+++ Listed records +++

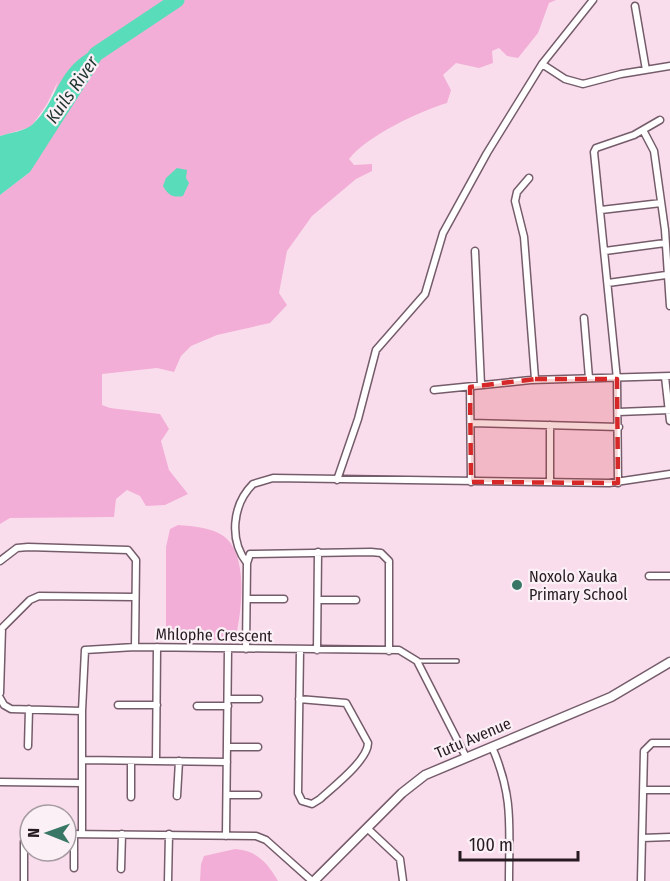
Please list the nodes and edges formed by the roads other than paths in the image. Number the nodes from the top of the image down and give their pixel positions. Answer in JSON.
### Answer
{"nodes":[{"id":1,"x":593,"y":0,"type":"edge"},
{"id":2,"x":635,"y":6,"type":"dead end"},
{"id":3,"x":542,"y":64,"type":"junction"},
{"id":4,"x":670,"y":66,"type":"edge"},
{"id":5,"x":646,"y":70,"type":"junction"},
{"id":6,"x":660,"y":120,"type":"dead end"},
{"id":7,"x":644,"y":130,"type":"junction"},
{"id":8,"x":530,"y":178,"type":"dead end"},
{"id":9,"x":661,"y":203,"type":"junction"},
{"id":10,"x":601,"y":210,"type":"junction"},
{"id":11,"x":665,"y":243,"type":"junction"},
{"id":12,"x":475,"y":251,"type":"dead end"},
{"id":13,"x":605,"y":251,"type":"junction"},
{"id":14,"x":666,"y":275,"type":"junction"},
{"id":15,"x":608,"y":283,"type":"junction"},
{"id":16,"x":670,"y":306,"type":"edge"},
{"id":17,"x":584,"y":318,"type":"dead end"},
{"id":18,"x":668,"y":376,"type":"edge"},
{"id":19,"x":589,"y":378,"type":"junction"},
{"id":20,"x":535,"y":379,"type":"junction"},
{"id":21,"x":617,"y":379,"type":"junction"},
{"id":22,"x":482,"y":385,"type":"junction"},
{"id":23,"x":470,"y":387,"type":"junction"},
{"id":24,"x":434,"y":390,"type":"dead end"},
{"id":25,"x":669,"y":410,"type":"edge"},
{"id":26,"x":618,"y":412,"type":"junction"},
{"id":27,"x":670,"y":421,"type":"edge"},
{"id":28,"x":471,"y":423,"type":"junction"},
{"id":29,"x":550,"y":425,"type":"junction"},
{"id":30,"x":619,"y":427,"type":"junction"},
{"id":31,"x":670,"y":474,"type":"edge"},
{"id":32,"x":336,"y":480,"type":"junction"},
{"id":33,"x":550,"y":481,"type":"junction"},
{"id":34,"x":471,"y":482,"type":"junction"},
{"id":35,"x":618,"y":483,"type":"junction"},
{"id":36,"x":318,"y":552,"type":"junction"},
{"id":37,"x":0,"y":561,"type":"edge"},
{"id":38,"x":247,"y":563,"type":"junction"},
{"id":39,"x":650,"y":576,"type":"dead end"},
{"id":40,"x":670,"y":576,"type":"edge"},
{"id":41,"x":135,"y":597,"type":"junction"},
{"id":42,"x":247,"y":599,"type":"junction"},
{"id":43,"x":284,"y":599,"type":"dead end"},
{"id":44,"x":318,"y":600,"type":"junction"},
{"id":45,"x":356,"y":600,"type":"dead end"},
{"id":46,"x":135,"y":647,"type":"junction"},
{"id":47,"x":157,"y":647,"type":"junction"},
{"id":48,"x":228,"y":649,"type":"junction"},
{"id":49,"x":246,"y":649,"type":"junction"},
{"id":50,"x":300,"y":650,"type":"junction"},
{"id":51,"x":317,"y":650,"type":"junction"},
{"id":52,"x":389,"y":651,"type":"junction"},
{"id":53,"x":457,"y":661,"type":"dead end"},
{"id":54,"x":417,"y":662,"type":"junction"},
{"id":55,"x":670,"y":662,"type":"edge"},
{"id":56,"x":0,"y":693,"type":"edge"},
{"id":57,"x":0,"y":698,"type":"edge"},
{"id":58,"x":259,"y":699,"type":"dead end"},
{"id":59,"x":299,"y":699,"type":"junction"},
{"id":60,"x":228,"y":702,"type":"junction"},
{"id":61,"x":118,"y":705,"type":"dead end"},
{"id":62,"x":157,"y":705,"type":"junction"},
{"id":63,"x":197,"y":706,"type":"dead end"},
{"id":64,"x":29,"y":709,"type":"junction"},
{"id":65,"x":82,"y":711,"type":"junction"},
{"id":66,"x":670,"y":743,"type":"edge"},
{"id":67,"x":28,"y":746,"type":"dead end"},
{"id":68,"x":227,"y":747,"type":"junction"},
{"id":69,"x":258,"y":747,"type":"dead end"},
{"id":70,"x":492,"y":747,"type":"junction"},
{"id":71,"x":466,"y":757,"type":"junction"},
{"id":72,"x":83,"y":760,"type":"junction"},
{"id":73,"x":131,"y":761,"type":"junction"},
{"id":74,"x":156,"y":761,"type":"junction"},
{"id":75,"x":179,"y":761,"type":"junction"},
{"id":76,"x":227,"y":762,"type":"junction"},
{"id":77,"x":0,"y":782,"type":"edge"},
{"id":78,"x":82,"y":783,"type":"junction"},
{"id":79,"x":643,"y":790,"type":"junction"},
{"id":80,"x":670,"y":790,"type":"edge"},
{"id":81,"x":227,"y":795,"type":"junction"},
{"id":82,"x":258,"y":795,"type":"dead end"},
{"id":83,"x":131,"y":796,"type":"dead end"},
{"id":84,"x":177,"y":796,"type":"dead end"},
{"id":85,"x":368,"y":828,"type":"junction"},
{"id":86,"x":78,"y":834,"type":"edge"},
{"id":87,"x":82,"y":834,"type":"junction"},
{"id":88,"x":122,"y":834,"type":"junction"},
{"id":89,"x":169,"y":834,"type":"junction"},
{"id":90,"x":226,"y":836,"type":"junction"},
{"id":91,"x":670,"y":837,"type":"edge"},
{"id":92,"x":642,"y":838,"type":"junction"},
{"id":93,"x":24,"y":863,"type":"edge"},
{"id":94,"x":74,"y":863,"type":"edge"},
{"id":95,"x":74,"y":868,"type":"dead end"},
{"id":96,"x":121,"y":869,"type":"dead end"},
{"id":97,"x":24,"y":881,"type":"edge"},
{"id":98,"x":168,"y":881,"type":"edge"},
{"id":99,"x":313,"y":881,"type":"edge"},
{"id":100,"x":403,"y":881,"type":"edge"},
{"id":101,"x":509,"y":881,"type":"edge"},
{"id":102,"x":641,"y":881,"type":"edge"}],
"edges":[{"from":1,"to":3,"type":"street"},
{"from":2,"to":5,"type":"street"},
{"from":3,"to":5,"type":"street"},
{"from":3,"to":32,"type":"street"},
{"from":4,"to":5,"type":"street"},
{"from":6,"to":7,"type":"street"},
{"from":7,"to":9,"type":"street"},
{"from":7,"to":10,"type":"street"},
{"from":8,"to":20,"type":"street"},
{"from":9,"to":10,"type":"street"},
{"from":9,"to":11,"type":"street"},
{"from":10,"to":13,"type":"street"},
{"from":11,"to":13,"type":"street"},
{"from":11,"to":14,"type":"street"},
{"from":12,"to":22,"type":"street"},
{"from":13,"to":15,"type":"street"},
{"from":14,"to":15,"type":"street"},
{"from":14,"to":16,"type":"street"},
{"from":15,"to":21,"type":"street"},
{"from":17,"to":19,"type":"street"},
{"from":18,"to":21,"type":"street"},
{"from":18,"to":25,"type":"street"},
{"from":19,"to":20,"type":"street"},
{"from":19,"to":21,"type":"street"},
{"from":20,"to":22,"type":"street"},
{"from":21,"to":26,"type":"street"},
{"from":22,"to":23,"type":"street"},
{"from":23,"to":24,"type":"street"},
{"from":23,"to":28,"type":"street"},
{"from":25,"to":26,"type":"street"},
{"from":25,"to":27,"type":"street"},
{"from":26,"to":30,"type":"street"},
{"from":28,"to":29,"type":"street"},
{"from":28,"to":34,"type":"street"},
{"from":29,"to":30,"type":"street"},
{"from":29,"to":33,"type":"street"},
{"from":30,"to":35,"type":"street"},
{"from":31,"to":35,"type":"street"},
{"from":32,"to":34,"type":"street"},
{"from":32,"to":38,"type":"street"},
{"from":33,"to":34,"type":"street"},
{"from":33,"to":35,"type":"street"},
{"from":36,"to":38,"type":"street"},
{"from":36,"to":44,"type":"street"},
{"from":36,"to":52,"type":"street"},
{"from":37,"to":41,"type":"street"},
{"from":38,"to":42,"type":"street"},
{"from":39,"to":40,"type":"street"},
{"from":41,"to":46,"type":"street"},
{"from":41,"to":56,"type":"street"},
{"from":42,"to":43,"type":"street"},
{"from":42,"to":49,"type":"street"},
{"from":44,"to":45,"type":"street"},
{"from":44,"to":51,"type":"street"},
{"from":46,"to":47,"type":"street","name":"Mhlophe Crescent"},
{"from":46,"to":65,"type":"street","name":"Mhlophe Crescent"},
{"from":47,"to":48,"type":"street","name":"Mhlophe Crescent"},
{"from":47,"to":62,"type":"street"},
{"from":48,"to":49,"type":"street","name":"Mhlophe Crescent"},
{"from":48,"to":60,"type":"street"},
{"from":49,"to":50,"type":"street","name":"Mhlophe Crescent"},
{"from":50,"to":51,"type":"street","name":"Mhlophe Crescent"},
{"from":50,"to":59,"type":"street"},
{"from":51,"to":52,"type":"street","name":"Mhlophe Crescent"},
{"from":52,"to":54,"type":"street","name":"Mhlophe Crescent"},
{"from":53,"to":54,"type":"lane"},
{"from":54,"to":71,"type":"street"},
{"from":55,"to":70,"type":"street","name":"Tutu Avenue"},
{"from":57,"to":64,"type":"street"},
{"from":58,"to":60,"type":"street"},
{"from":59,"to":59,"type":"street"},
{"from":60,"to":63,"type":"street"},
{"from":60,"to":68,"type":"street"},
{"from":61,"to":62,"type":"street"},
{"from":62,"to":74,"type":"street"},
{"from":64,"to":65,"type":"street"},
{"from":64,"to":67,"type":"street"},
{"from":65,"to":72,"type":"street","name":"Mhlophe Crescent"},
{"from":66,"to":79,"type":"street"},
{"from":68,"to":69,"type":"street"},
{"from":68,"to":76,"type":"street"},
{"from":70,"to":71,"type":"street","name":"Tutu Avenue"},
{"from":70,"to":101,"type":"street"},
{"from":71,"to":85,"type":"street","name":"Tutu Avenue"},
{"from":72,"to":73,"type":"street"},
{"from":72,"to":78,"type":"street","name":"Mhlophe Crescent"},
{"from":73,"to":74,"type":"street"},
{"from":73,"to":83,"type":"street"},
{"from":74,"to":75,"type":"street"},
{"from":75,"to":76,"type":"street"},
{"from":75,"to":84,"type":"street"},
{"from":76,"to":81,"type":"street"},
{"from":77,"to":78,"type":"street"},
{"from":78,"to":87,"type":"street","name":"Mhlophe Crescent"},
{"from":79,"to":80,"type":"street"},
{"from":79,"to":92,"type":"street"},
{"from":81,"to":82,"type":"street"},
{"from":81,"to":90,"type":"street"},
{"from":85,"to":99,"type":"street","name":"Tutu Avenue"},
{"from":85,"to":100,"type":"street"},
{"from":86,"to":87,"type":"street"},
{"from":87,"to":88,"type":"street"},
{"from":88,"to":89,"type":"street"},
{"from":88,"to":96,"type":"street"},
{"from":89,"to":90,"type":"street"},
{"from":89,"to":98,"type":"street"},
{"from":90,"to":99,"type":"street"},
{"from":91,"to":92,"type":"street"},
{"from":92,"to":102,"type":"street"},
{"from":93,"to":97,"type":"street"},
{"from":94,"to":95,"type":"street"}]}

+++

Aim of the task:
Look through the entries above and copy each line that has "Crescent" in it.

Reply:
{"from":46,"to":47,"type":"street","name":"Mhlophe Crescent"},
{"from":46,"to":65,"type":"street","name":"Mhlophe Crescent"},
{"from":47,"to":48,"type":"street","name":"Mhlophe Crescent"},
{"from":48,"to":49,"type":"street","name":"Mhlophe Crescent"},
{"from":49,"to":50,"type":"street","name":"Mhlophe Crescent"},
{"from":50,"to":51,"type":"street","name":"Mhlophe Crescent"},
{"from":51,"to":52,"type":"street","name":"Mhlophe Crescent"},
{"from":52,"to":54,"type":"street","name":"Mhlophe Crescent"},
{"from":65,"to":72,"type":"street","name":"Mhlophe Crescent"},
{"from":72,"to":78,"type":"street","name":"Mhlophe Crescent"},
{"from":78,"to":87,"type":"street","name":"Mhlophe Crescent"},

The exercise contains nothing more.